The same form as the pattoo-pattoo, in Australia, has been developed in wood. Fig. 61 is from Nicol Bay, North-West Australia, and is in the Christy Collection described as a sword. Fig. 62 is of the same form, also of wood, but of cognate form, from New Guinea. In fig. 63, which is also from New Guinea, we see the same form developed into a paddle. In the larger implements of this class we see the same form, modified in such a manner as to diminish the weight; thus, the convex sides become either straight or concave. I have arranged upon the walls a variety of clubs and paddles, from the Polynesian Islands, figs. 64 to 67, all of which must have been derived from a common source. The New Zealand steering-paddle, fig. 64, it will be seen, is simply an elongated celt form. Those from the Marquesas (fig. 65), Society Isles, Fiji, and Solomon Isles, &c., are all allied. In the infancy of the art of navigation, we may suppose that the implements of war, when constructed of wood, may have frequently been used as paddles, or those employed for paddles have been used in the fight, and this may perhaps account for the circumstance that, throughout these regions, the club, sword, and paddle pass into each other by imperceptible gradations. In the Friendly Isles we may notice a still further development of this form into the long wooden spear, specimens of which, from this Institution, are exhibited (figs. 68, 69, and 70).

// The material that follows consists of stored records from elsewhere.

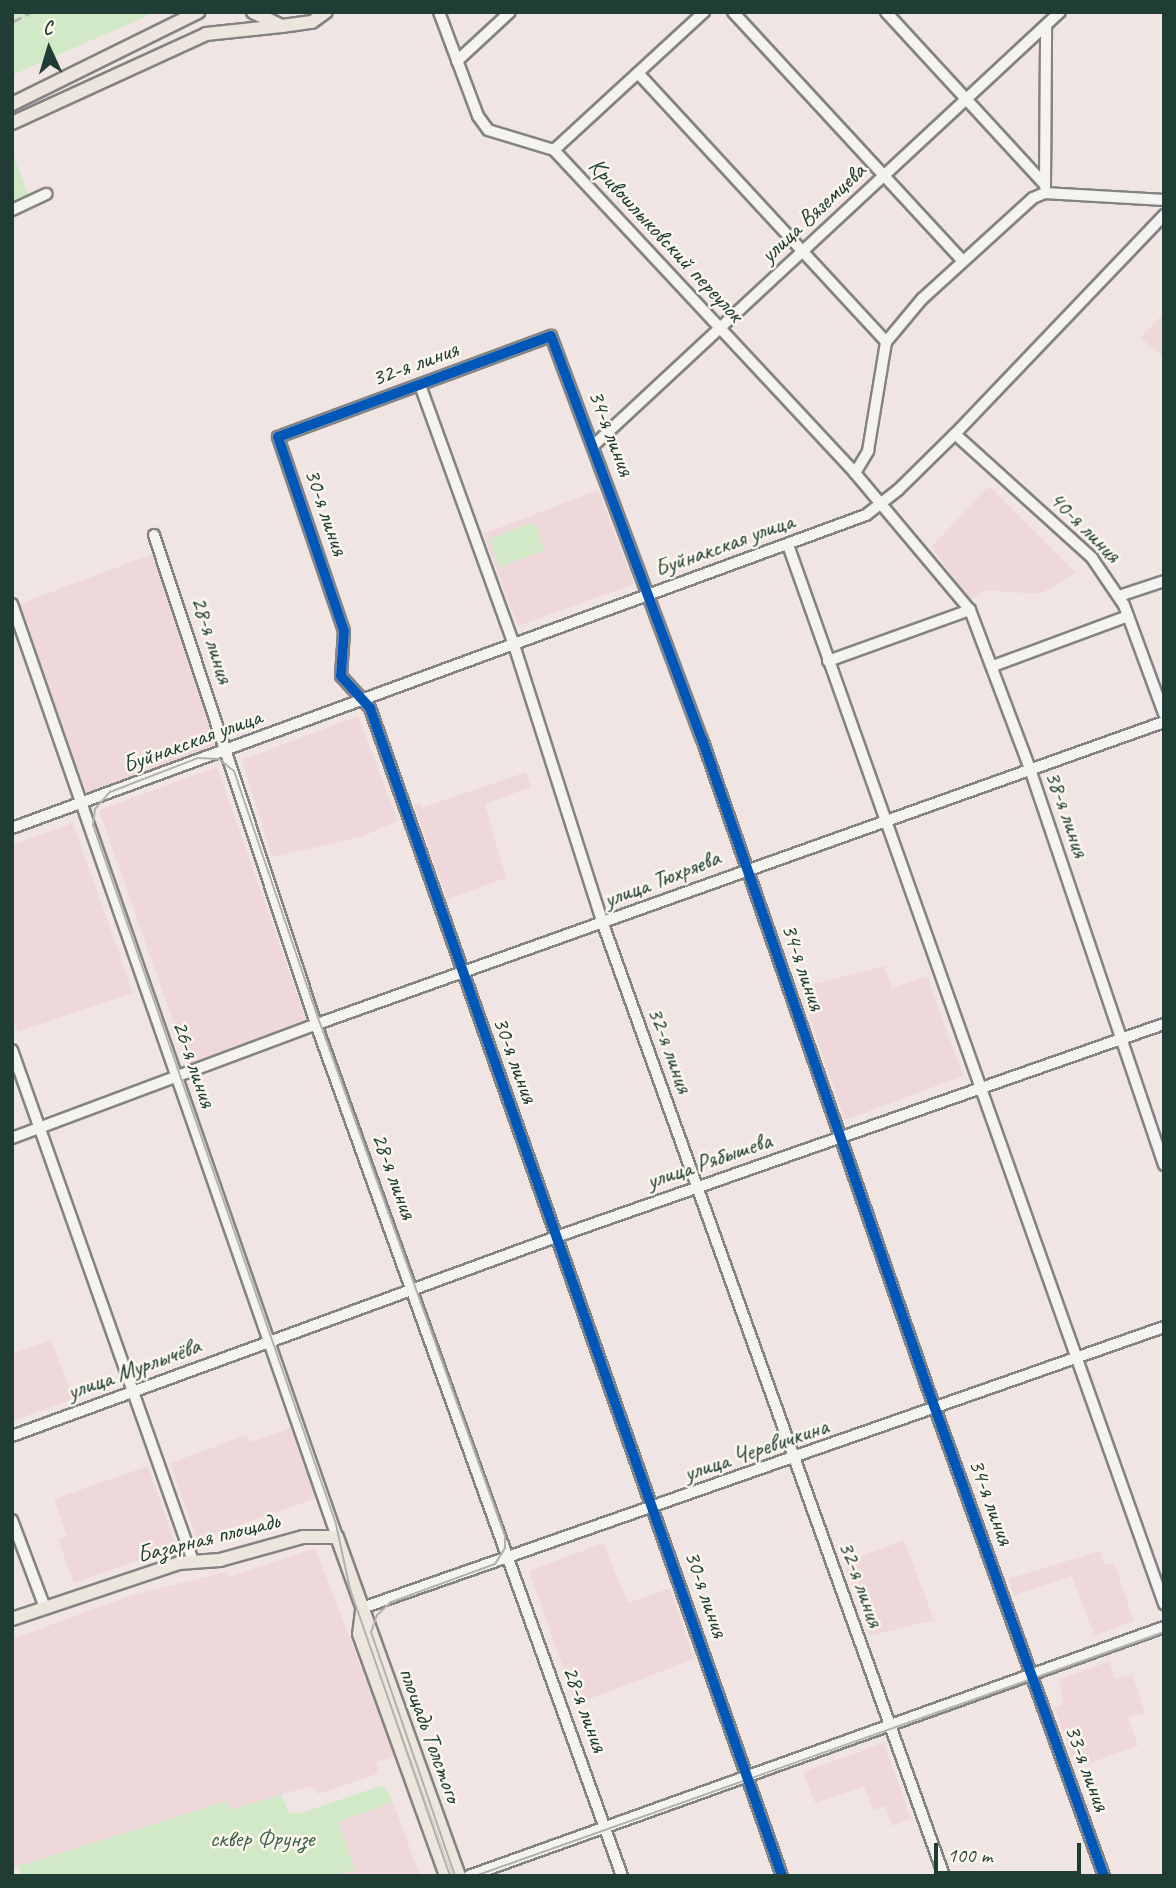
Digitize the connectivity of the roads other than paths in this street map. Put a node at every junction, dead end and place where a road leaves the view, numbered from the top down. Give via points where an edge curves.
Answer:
1 (198, 12) edge
2 (253, 12) edge
3 (326, 12) edge
4 (439, 12) edge
5 (510, 12) edge
6 (705, 12) edge
7 (733, 12) edge
8 (886, 12) edge
9 (1055, 14) edge
10 (282, 26) junction
11 (1046, 26) junction
12 (457, 61) junction
13 (638, 74) junction
14 (966, 101) junction
15 (12, 104) edge
16 (12, 123) edge
17 (554, 149) junction
18 (885, 176) junction
19 (1045, 189) junction
20 (47, 194) dead end
21 (1164, 200) edge
22 (12, 210) edge
23 (1164, 215) edge
24 (802, 250) junction
25 (963, 261) junction
26 (720, 330) junction
27 (886, 342) junction
28 (492, 358) joint
29 (420, 385) junction
30 (352, 409) joint
31 (955, 434) junction
32 (594, 445) junction
33 (855, 472) junction
34 (881, 503) junction
35 (154, 536) dead end
36 (788, 545) junction
37 (1164, 581) edge
38 (650, 595) junction
39 (1118, 596) junction
40 (12, 604) edge
41 (970, 610) junction
42 (1128, 616) junction
43 (514, 645) junction
44 (828, 662) junction
45 (993, 666) junction
46 (364, 702) junction
47 (1164, 714) edge
48 (1164, 722) edge
49 (224, 752) junction
50 (1030, 769) junction
51 (82, 804) junction
52 (883, 821) junction
53 (12, 828) edge
54 (747, 870) junction
55 (603, 924) junction
56 (461, 972) junction
57 (316, 1024) junction
58 (1164, 1024) edge
59 (1121, 1039) junction
60 (12, 1050) edge
61 (177, 1079) junction
62 (981, 1089) junction
63 (38, 1130) junction
64 (841, 1137) junction
65 (12, 1138) edge
66 (1164, 1166) edge
67 (697, 1188) junction
68 (556, 1237) junction
69 (413, 1291) junction
70 (1164, 1327) edge
71 (270, 1343) junction
72 (1077, 1359) junction
73 (132, 1391) junction
74 (935, 1410) junction
75 (12, 1436) edge
76 (794, 1459) junction
77 (654, 1507) junction
78 (12, 1520) edge
79 (337, 1537) junction
80 (510, 1559) junction
81 (193, 1561) junction
82 (1164, 1604) edge
83 (45, 1608) junction
84 (362, 1608) junction
85 (12, 1619) edge
86 (1164, 1627) edge
87 (1030, 1674) junction
88 (890, 1727) junction
89 (746, 1778) junction
90 (605, 1827) junction
91 (446, 1876) edge
92 (459, 1876) edge
93 (469, 1876) edge
94 (622, 1876) edge
95 (782, 1876) edge
96 (944, 1876) edge
97 (1104, 1876) edge

1 - 15 main road
2 - 10 main road
3 - 10 main road via 312,22
4 - 12 street, Кривошлыковский переулок
5 - 12 street
6 - 13 street
7 - 18 street
8 - 14 street
9 - 11 street, улица Вяземцева
10 - 16 main road via 206,34
11 - 14 street, улица Вяземцева
11 - 19 street
12 - 17 street, Кривошлыковский переулок via 488,130
13 - 17 street
13 - 24 street
14 - 18 street, улица Вяземцева
14 - 19 street
17 - 26 street, Кривошлыковский переулок
18 - 24 street, улица Вяземцева
18 - 25 street
19 - 21 street
19 - 25 street
20 - 22 street
23 - 31 street, Буйнакская улица
24 - 26 street, улица Вяземцева
24 - 27 street
25 - 27 street via 900,321
26 - 32 street, улица Вяземцева
26 - 33 street, Кривошлыковский переулок
27 - 33 street via 868,451
28 - 29 street, 32-я линия
28 - 32 street, 34-я линия via 551,336
29 - 30 street, 32-я линия
29 - 43 street, 32-я линия
30 - 46 street, 30-я линия via 278,437 344,631 341,676
31 - 34 street, Буйнакская улица
31 - 39 street, 40-я линия via 1092,558
32 - 38 street, 34-я линия
33 - 34 street, Кривошлыковский переулок
34 - 36 street, Буйнакская улица via 866,515
34 - 41 street, 38-я линия
35 - 49 street, 28-я линия
36 - 38 street, Буйнакская улица
36 - 44 street
37 - 39 street
38 - 43 street, Буйнакская улица
38 - 54 street, 34-я линия
39 - 42 street, 40-я линия
40 - 51 street, 26-я линия
41 - 44 street
41 - 45 street, 38-я линия
42 - 45 street
42 - 47 street, 40-я линия
43 - 46 street, Буйнакская улица
43 - 55 street, 32-я линия
44 - 52 street
45 - 50 street, 38-я линия
46 - 49 street, Буйнакская улица
46 - 56 street, 30-я линия
48 - 50 street, улица Тюхряева
49 - 51 street, Буйнакская улица
49 - 57 street, 28-я линия
50 - 52 street, улица Тюхряева
50 - 59 street, 38-я линия
51 - 53 street, Буйнакская улица
51 - 61 street, 26-я линия
52 - 54 street, улица Тюхряева
52 - 62 street
54 - 55 street, улица Тюхряева
54 - 64 street, 34-я линия
55 - 56 street, улица Тюхряева
55 - 67 street, 32-я линия
56 - 57 street, улица Тюхряева
56 - 68 street, 30-я линия
57 - 61 street, улица Тюхряева
57 - 69 street, 28-я линия
58 - 59 street, улица Рябышева
59 - 62 street, улица Рябышева
59 - 66 street, 38-я линия
60 - 63 street
61 - 63 street, улица Тюхряева
61 - 71 street, 26-я линия
62 - 64 street, улица Рябышева
62 - 72 street
63 - 65 street, улица Тюхряева
63 - 73 street
64 - 67 street, улица Рябышева
64 - 74 street, 34-я линия
67 - 68 street, улица Рябышева
67 - 76 street, 32-я линия
68 - 69 street, улица Рябышева
68 - 77 street, 30-я линия
69 - 71 street, улица Рябышева
69 - 80 street, 28-я линия
70 - 72 street, улица Черевичкина
71 - 73 street, улица Мурлычёва
71 - 79 street, 26-я линия
72 - 74 street, улица Черевичкина
72 - 82 street
73 - 75 street, улица Мурлычёва
73 - 81 street
74 - 76 street, улица Черевичкина
74 - 87 street, 34-я линия
76 - 77 street, улица Черевичкина
76 - 88 street, 32-я линия
77 - 80 street, улица Черевичкина
77 - 89 street, 30-я линия
78 - 83 street
79 - 81 main road, Базарная площадь via 303,1537 220,1560
79 - 84 main road, площадь Толстого
80 - 84 street, улица Черевичкина
80 - 90 street, 28-я линия
81 - 83 main road, Базарная площадь
83 - 85 main road, Базарная площадь
84 - 91 main road, площадь Толстого via 359,1634
84 - 92 main road, площадь Толстого
86 - 87 street
87 - 88 street
87 - 97 street, 33-я линия
88 - 89 street
88 - 96 street, 32-я линия
89 - 90 street
89 - 95 street, 30-я линия
90 - 93 street
90 - 94 street, 28-я линия

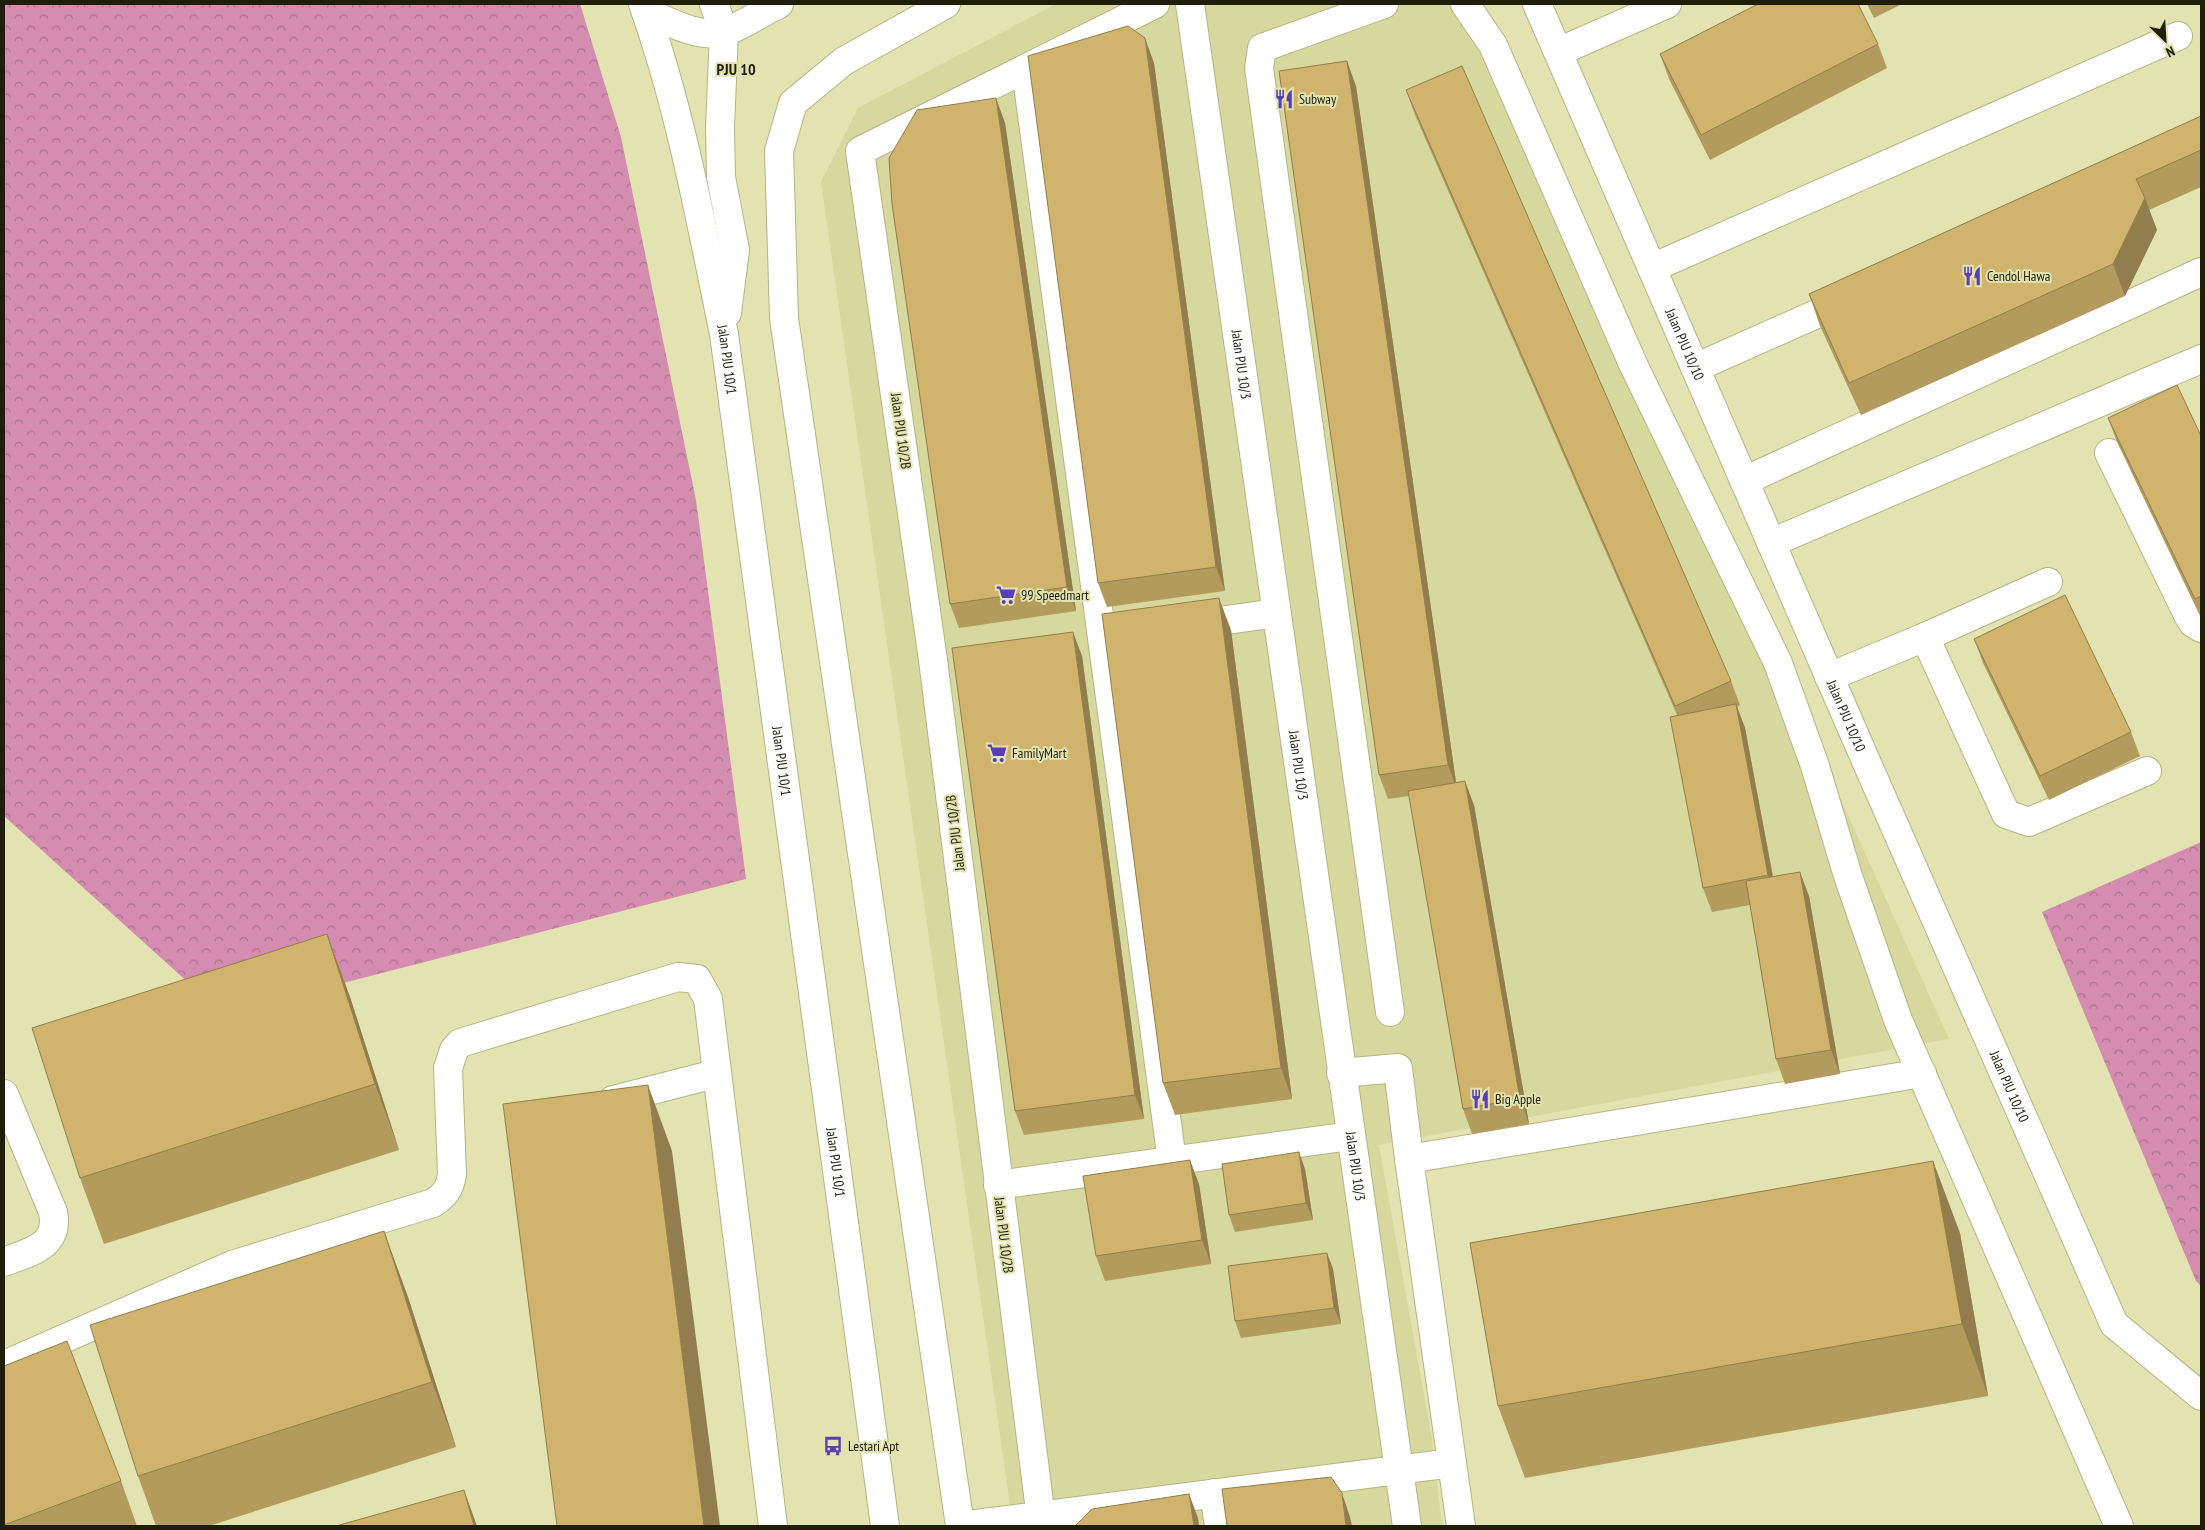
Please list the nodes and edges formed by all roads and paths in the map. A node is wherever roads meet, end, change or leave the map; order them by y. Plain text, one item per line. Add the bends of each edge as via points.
1 (714, 4) edge
2 (779, 4) edge
3 (946, 4) edge
4 (1155, 4) edge
5 (1190, 4) edge
6 (1384, 4) edge
7 (1465, 4) edge
8 (1537, 4) edge
9 (1666, 4) edge
10 (644, 8) edge
11 (724, 32) junction
12 (2178, 36) dead end
13 (1558, 52) junction
14 (1026, 70) junction
15 (1652, 268) junction
16 (2201, 272) edge
17 (1876, 288) edge
18 (724, 334) junction
19 (2201, 359) edge
20 (1695, 368) junction
21 (2109, 453) dead end
22 (1744, 481) junction
23 (1771, 542) junction
24 (2048, 582) dead end
25 (1276, 613) junction
26 (1169, 628) edge
27 (2201, 628) edge
28 (1130, 633) edge
29 (1925, 637) junction
30 (1092, 638) junction
31 (1829, 677) junction
32 (2147, 771) dead end
33 (1390, 1012) dead end
34 (1341, 1073) junction
35 (1922, 1073) junction
36 (716, 1074) junction
37 (4, 1094) edge
38 (584, 1107) edge
39 (1350, 1136) junction
40 (1409, 1159) junction
41 (1172, 1160) junction
42 (998, 1185) junction
43 (4, 1262) edge
44 (4, 1365) edge
45 (2201, 1396) edge
46 (1452, 1463) junction
47 (1399, 1470) junction
48 (1214, 1493) junction
49 (1041, 1521) edge
50 (773, 1526) edge
51 (885, 1526) edge
52 (960, 1526) edge
53 (1218, 1526) edge
54 (1406, 1526) edge
55 (1462, 1526) edge
56 (2119, 1526) edge

1 - 11 street
2 - 11 street
3 - 52 street via 844,61 793,103 779,150 784,318
4 - 14 street
5 - 25 street, Jalan PJU 10/3
6 - 33 street via 1262,48 1258,68
7 - 35 street via 1493,45 1633,364 1778,663 1898,1020
8 - 13 street, Jalan PJU 10/10
9 - 13 street
10 - 11 street via 692,30
10 - 18 street, Jalan PJU 10/1 via 686,152
11 - 18 street via 721,177 736,250
12 - 15 street
13 - 15 street, Jalan PJU 10/10
14 - 30 street
14 - 42 street, Jalan PJU 10/2B via 860,151 943,659
15 - 20 street, Jalan PJU 10/10
16 - 22 street
17 - 20 street
18 - 51 street, Jalan PJU 10/1
19 - 23 street
20 - 22 street, Jalan PJU 10/10
21 - 27 street via 2188,615
22 - 23 street, Jalan PJU 10/10
23 - 31 street, Jalan PJU 10/10
24 - 29 street
25 - 26 street
25 - 34 street, Jalan PJU 10/3
28 - 30 street
29 - 31 street
29 - 32 street via 2006,814 2029,822
30 - 41 street
31 - 45 street, Jalan PJU 10/10 via 2114,1324
34 - 39 street, Jalan PJU 10/3
34 - 40 street via 1398,1068
35 - 40 street
35 - 56 street
36 - 38 street
36 - 44 street via 708,999 697,979 678,977 469,1039 460,1043 449,1058 452,1174 450,1186 443,1196 433,1203 232,1265
36 - 50 street
37 - 43 street via 55,1222 46,1243
39 - 41 street
39 - 47 street, Jalan PJU 10/3
40 - 46 street
41 - 42 street
42 - 49 street, Jalan PJU 10/2B
46 - 47 street
46 - 55 street
47 - 48 street
47 - 54 street, Jalan PJU 10/3
48 - 49 street
48 - 53 street
49 - 52 street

We must not expect to find all the connecting links in one country or island. We know that the same race has at different times spread over a very wide area; that the Polynesians, New Zealanders, and Malays are all of the same stock, speaking the same or cognate languages. The same race spread to the shores of America on the one side, and to Madagascar on the other, carrying with them their arts and implements, and we may, therefore, naturally expect that the links which are missing in one locality may be supplied in another.

_Development of the Australian Boomerang._

We now turn to the Australians, a race which, being in the lowest stage of cultivation of any with whom we are acquainted, must be regarded as the best representatives of aboriginal man.

I have transferred the Australian sword, Plate XIV (diagram 3), fig. 61, to Plate XV (diagram 4), fig. 72, in order that from it we may be able to trace the development of a weapon supposed by some to be peculiar to this country, but one which in reality has had a very wide range in the earliest stages of culture; I allude to the boomerang.[155]

The Australians, in the manufacture of all their weapons, follow the natural grain of the wood, and this leads them into the adoption of every conceivable curve. The straight sword would by this means at once assume the form of the boomerang, which, it will be seen by the diagram, is constructed of every shade of curve from the straight line to the right angle, the curve invariably following the natural grain of the wood, that is to say, the bend of the piece of a stem or branch out of which the implement was fabricated.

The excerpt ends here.